[Recorded information Boundary: Start]

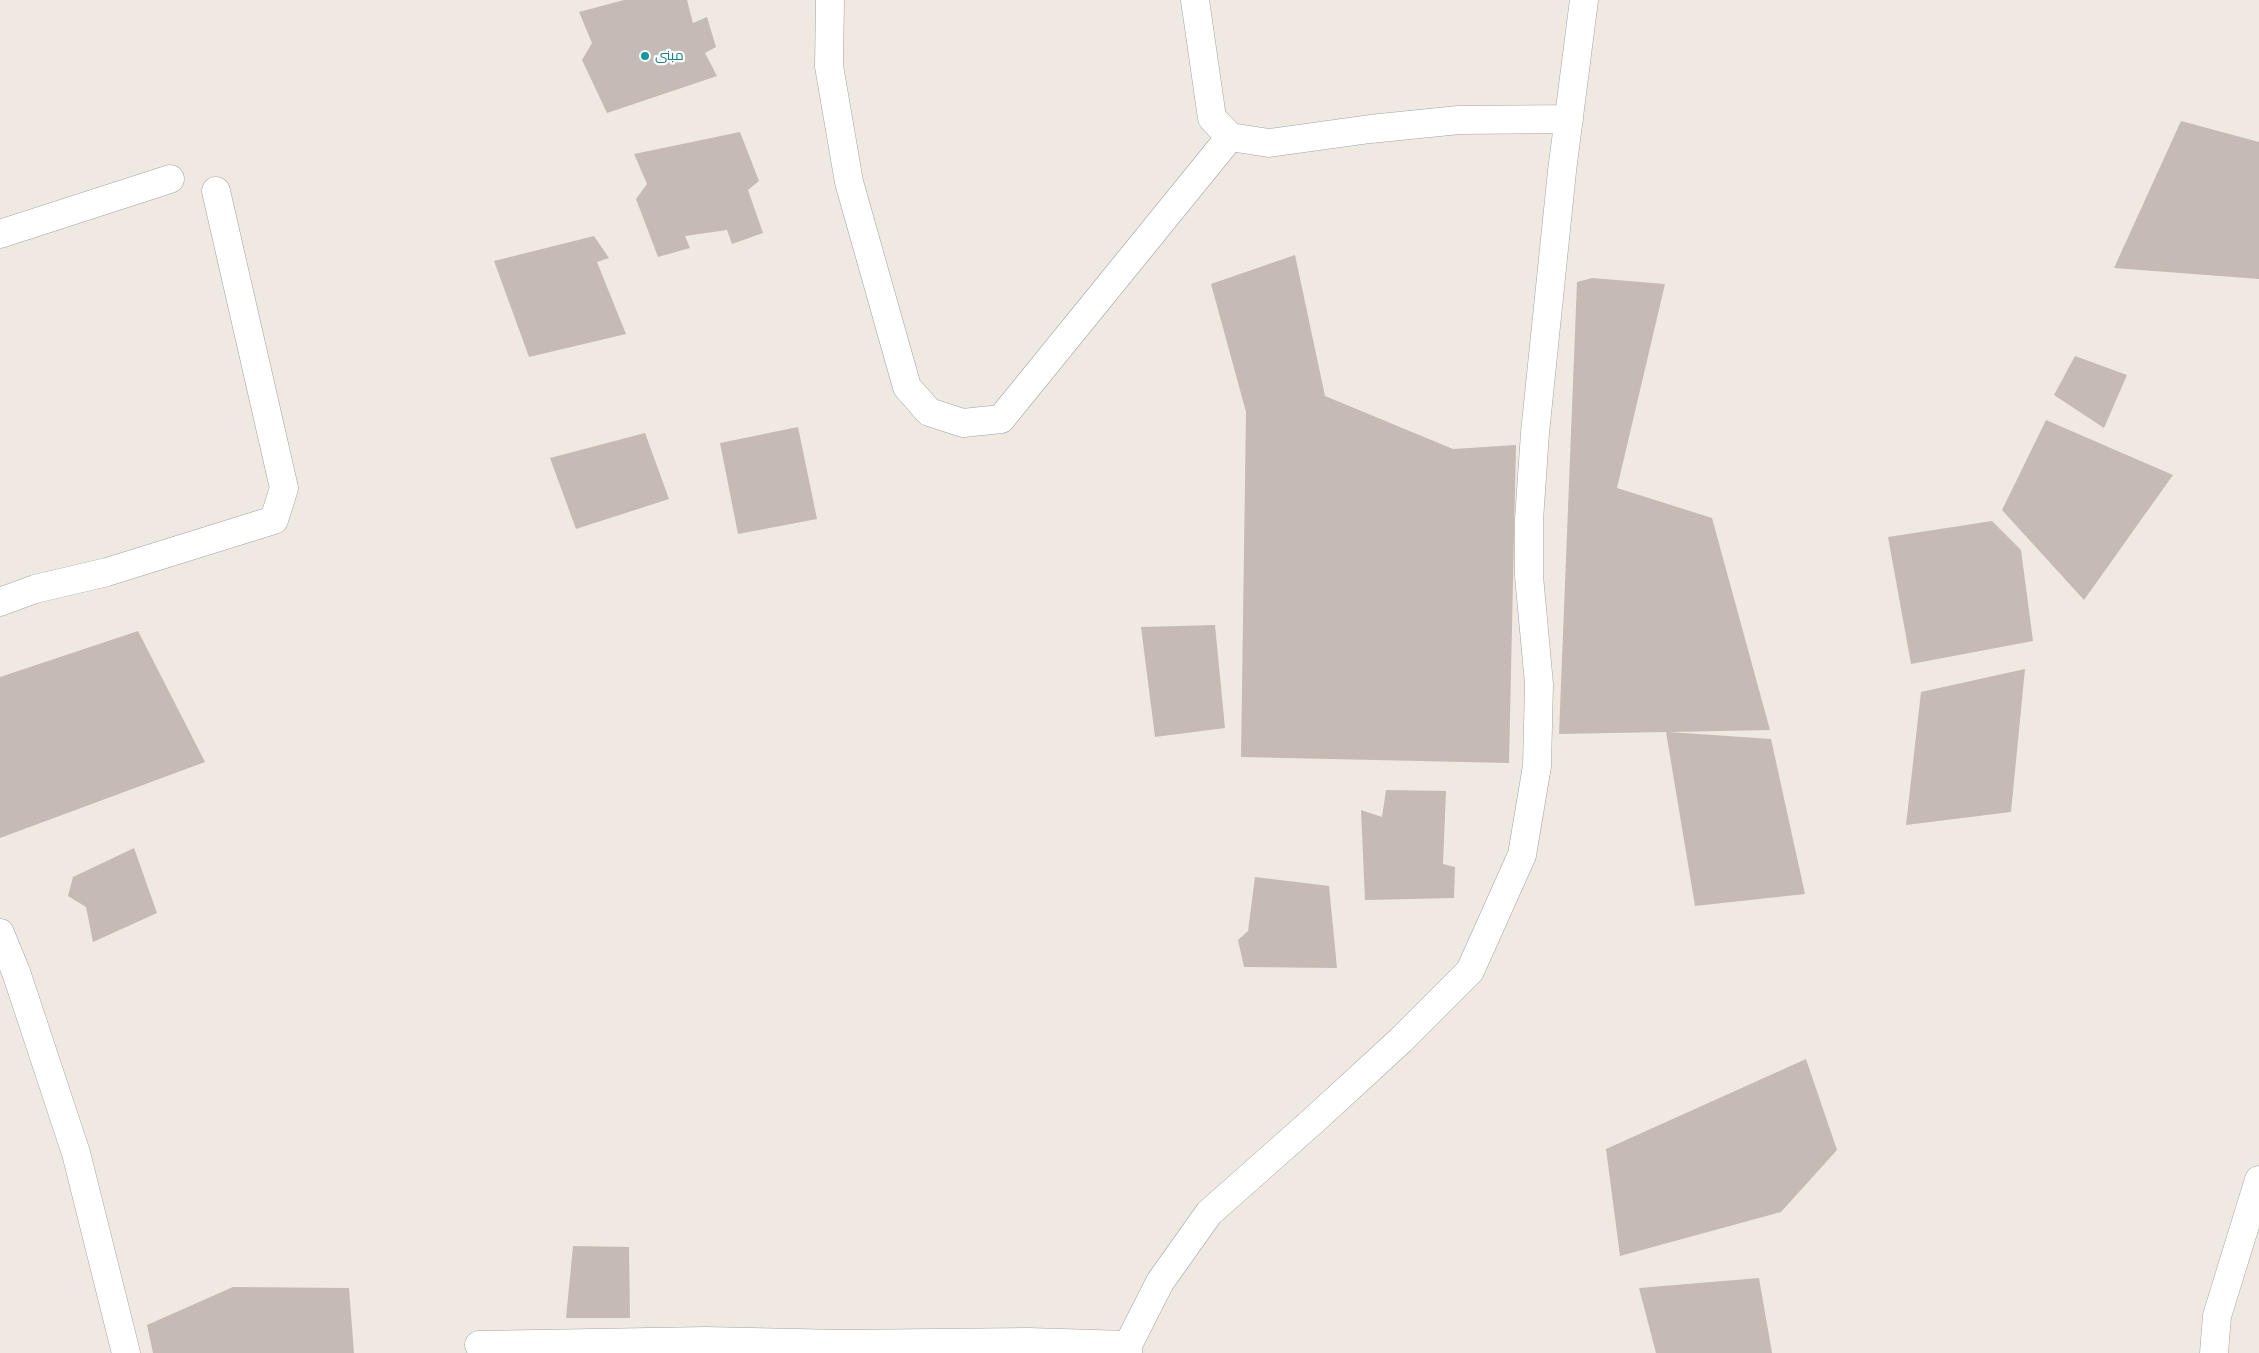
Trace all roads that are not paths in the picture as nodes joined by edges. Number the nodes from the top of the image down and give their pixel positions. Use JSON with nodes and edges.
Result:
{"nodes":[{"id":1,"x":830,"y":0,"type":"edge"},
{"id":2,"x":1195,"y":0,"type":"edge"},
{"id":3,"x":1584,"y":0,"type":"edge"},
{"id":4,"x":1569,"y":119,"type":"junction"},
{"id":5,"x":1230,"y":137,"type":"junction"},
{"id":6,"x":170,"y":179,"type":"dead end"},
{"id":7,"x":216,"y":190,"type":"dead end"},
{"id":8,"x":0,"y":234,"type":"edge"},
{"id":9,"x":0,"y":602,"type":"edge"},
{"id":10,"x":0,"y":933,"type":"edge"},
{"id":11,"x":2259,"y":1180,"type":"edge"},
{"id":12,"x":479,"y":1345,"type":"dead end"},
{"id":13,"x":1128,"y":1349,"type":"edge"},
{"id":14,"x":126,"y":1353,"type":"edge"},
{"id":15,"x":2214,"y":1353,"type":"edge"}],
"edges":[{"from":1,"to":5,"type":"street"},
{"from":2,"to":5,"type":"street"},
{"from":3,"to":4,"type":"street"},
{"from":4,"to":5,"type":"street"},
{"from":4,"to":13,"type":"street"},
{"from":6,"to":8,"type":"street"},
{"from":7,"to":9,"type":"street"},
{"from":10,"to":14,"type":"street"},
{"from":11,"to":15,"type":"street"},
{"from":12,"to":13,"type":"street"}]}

[Recorded information Boundary: End]
[Recorded information Boundary: Start]

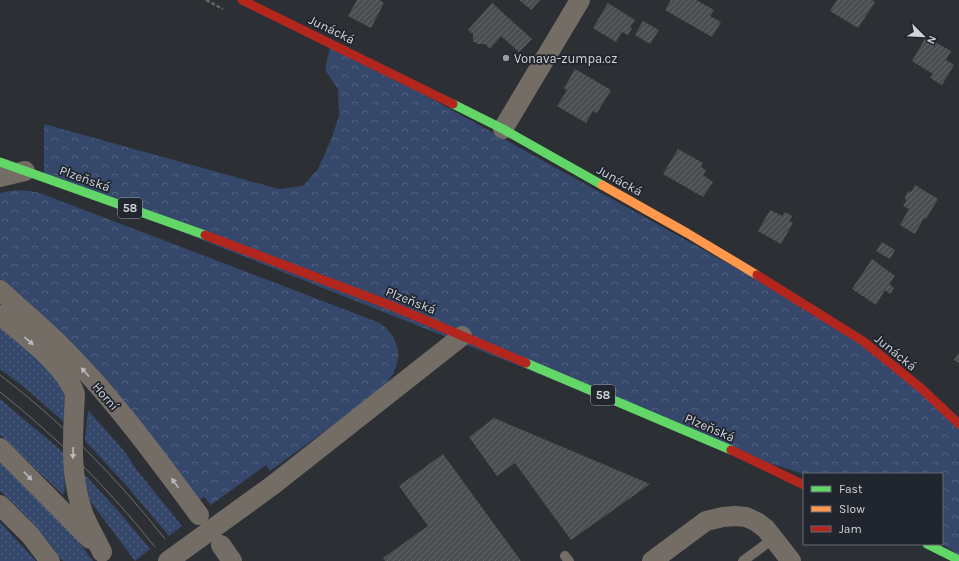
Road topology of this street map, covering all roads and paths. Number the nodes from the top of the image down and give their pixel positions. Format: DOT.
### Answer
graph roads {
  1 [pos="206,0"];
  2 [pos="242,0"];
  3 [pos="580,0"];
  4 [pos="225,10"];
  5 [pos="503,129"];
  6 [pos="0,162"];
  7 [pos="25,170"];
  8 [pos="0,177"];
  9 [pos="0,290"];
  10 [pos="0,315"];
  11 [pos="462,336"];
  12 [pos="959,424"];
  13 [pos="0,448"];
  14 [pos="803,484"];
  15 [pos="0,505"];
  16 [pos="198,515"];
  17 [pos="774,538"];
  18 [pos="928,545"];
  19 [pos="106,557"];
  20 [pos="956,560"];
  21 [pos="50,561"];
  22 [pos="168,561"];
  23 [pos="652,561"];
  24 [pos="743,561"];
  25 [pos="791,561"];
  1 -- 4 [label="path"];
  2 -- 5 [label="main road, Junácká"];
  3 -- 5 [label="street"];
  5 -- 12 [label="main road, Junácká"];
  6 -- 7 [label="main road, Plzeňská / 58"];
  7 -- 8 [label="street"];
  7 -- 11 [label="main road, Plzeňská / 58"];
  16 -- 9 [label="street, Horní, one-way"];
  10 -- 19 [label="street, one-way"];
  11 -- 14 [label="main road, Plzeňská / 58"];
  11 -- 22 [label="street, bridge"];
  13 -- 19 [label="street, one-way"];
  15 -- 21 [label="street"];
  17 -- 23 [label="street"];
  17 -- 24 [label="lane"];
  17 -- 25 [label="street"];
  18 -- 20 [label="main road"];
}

[Recorded information Boundary: End]
[Recorded information Boundary: Start]

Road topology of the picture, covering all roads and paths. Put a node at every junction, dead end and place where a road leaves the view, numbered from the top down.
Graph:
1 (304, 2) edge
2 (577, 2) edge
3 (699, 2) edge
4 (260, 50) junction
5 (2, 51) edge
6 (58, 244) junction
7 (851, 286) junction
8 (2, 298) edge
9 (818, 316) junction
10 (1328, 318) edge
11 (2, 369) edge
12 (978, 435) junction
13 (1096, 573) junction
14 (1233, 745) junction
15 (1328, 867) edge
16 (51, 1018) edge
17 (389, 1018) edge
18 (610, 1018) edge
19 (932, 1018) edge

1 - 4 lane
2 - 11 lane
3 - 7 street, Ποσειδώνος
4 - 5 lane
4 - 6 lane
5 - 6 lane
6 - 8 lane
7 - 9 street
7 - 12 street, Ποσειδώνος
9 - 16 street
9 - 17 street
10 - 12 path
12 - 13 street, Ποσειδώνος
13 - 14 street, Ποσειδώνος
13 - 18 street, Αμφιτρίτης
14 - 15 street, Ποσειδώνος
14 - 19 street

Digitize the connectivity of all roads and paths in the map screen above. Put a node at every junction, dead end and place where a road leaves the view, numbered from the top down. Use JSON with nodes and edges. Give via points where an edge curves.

[Recorded information Boundary: End]

**What to produce**
Out of the data above, give again only the lines starting at the one holding "Road topology of the" and ending at the one holding "Digitize the connectivity", unchanged.

**Result of this task**
Road topology of the picture, covering all roads and paths. Put a node at every junction, dead end and place where a road leaves the view, numbered from the top down.
Graph:
1 (304, 2) edge
2 (577, 2) edge
3 (699, 2) edge
4 (260, 50) junction
5 (2, 51) edge
6 (58, 244) junction
7 (851, 286) junction
8 (2, 298) edge
9 (818, 316) junction
10 (1328, 318) edge
11 (2, 369) edge
12 (978, 435) junction
13 (1096, 573) junction
14 (1233, 745) junction
15 (1328, 867) edge
16 (51, 1018) edge
17 (389, 1018) edge
18 (610, 1018) edge
19 (932, 1018) edge

1 - 4 lane
2 - 11 lane
3 - 7 street, Ποσειδώνος
4 - 5 lane
4 - 6 lane
5 - 6 lane
6 - 8 lane
7 - 9 street
7 - 12 street, Ποσειδώνος
9 - 16 street
9 - 17 street
10 - 12 path
12 - 13 street, Ποσειδώνος
13 - 14 street, Ποσειδώνος
13 - 18 street, Αμφιτρίτης
14 - 15 street, Ποσειδώνος
14 - 19 street

Digitize the connectivity of all roads and paths in the map screen above. Put a node at every junction, dead end and place where a road leaves the view, numbered from the top down. Use JSON with nodes and edges. Give via points where an edge curves.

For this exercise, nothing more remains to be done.